Extracted data entries

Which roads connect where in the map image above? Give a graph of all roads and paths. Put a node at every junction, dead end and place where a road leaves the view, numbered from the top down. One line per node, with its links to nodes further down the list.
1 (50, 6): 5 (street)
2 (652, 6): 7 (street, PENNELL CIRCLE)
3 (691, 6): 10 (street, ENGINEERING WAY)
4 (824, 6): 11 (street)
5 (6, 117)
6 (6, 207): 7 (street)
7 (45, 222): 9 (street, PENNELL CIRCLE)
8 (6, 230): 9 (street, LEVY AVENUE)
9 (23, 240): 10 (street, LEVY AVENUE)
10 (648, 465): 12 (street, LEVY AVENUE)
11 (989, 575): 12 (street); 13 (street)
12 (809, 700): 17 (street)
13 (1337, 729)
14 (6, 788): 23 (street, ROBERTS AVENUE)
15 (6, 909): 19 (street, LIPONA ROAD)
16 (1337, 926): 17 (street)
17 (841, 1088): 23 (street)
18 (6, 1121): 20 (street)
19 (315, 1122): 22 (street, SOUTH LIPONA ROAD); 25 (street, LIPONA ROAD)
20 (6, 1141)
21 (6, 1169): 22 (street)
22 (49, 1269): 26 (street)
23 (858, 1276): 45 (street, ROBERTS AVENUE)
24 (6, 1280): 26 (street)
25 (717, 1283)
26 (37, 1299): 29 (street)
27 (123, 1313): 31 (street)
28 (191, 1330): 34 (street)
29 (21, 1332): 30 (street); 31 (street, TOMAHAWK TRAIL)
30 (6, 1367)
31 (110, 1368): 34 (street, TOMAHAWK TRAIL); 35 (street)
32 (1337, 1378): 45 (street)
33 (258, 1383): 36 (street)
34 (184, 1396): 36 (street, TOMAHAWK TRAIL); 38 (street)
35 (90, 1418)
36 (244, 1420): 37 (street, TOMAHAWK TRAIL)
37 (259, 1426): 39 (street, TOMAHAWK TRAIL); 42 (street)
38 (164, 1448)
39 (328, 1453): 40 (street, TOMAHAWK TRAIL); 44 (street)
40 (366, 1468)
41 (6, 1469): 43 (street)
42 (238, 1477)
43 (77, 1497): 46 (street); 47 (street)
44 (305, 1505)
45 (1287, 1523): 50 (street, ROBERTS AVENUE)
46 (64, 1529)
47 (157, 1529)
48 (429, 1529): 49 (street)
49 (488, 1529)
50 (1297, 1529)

Instructions for the task - Among the lines above, please count those that contain the string "PENNELL" and write the number by itself.

Reply - 2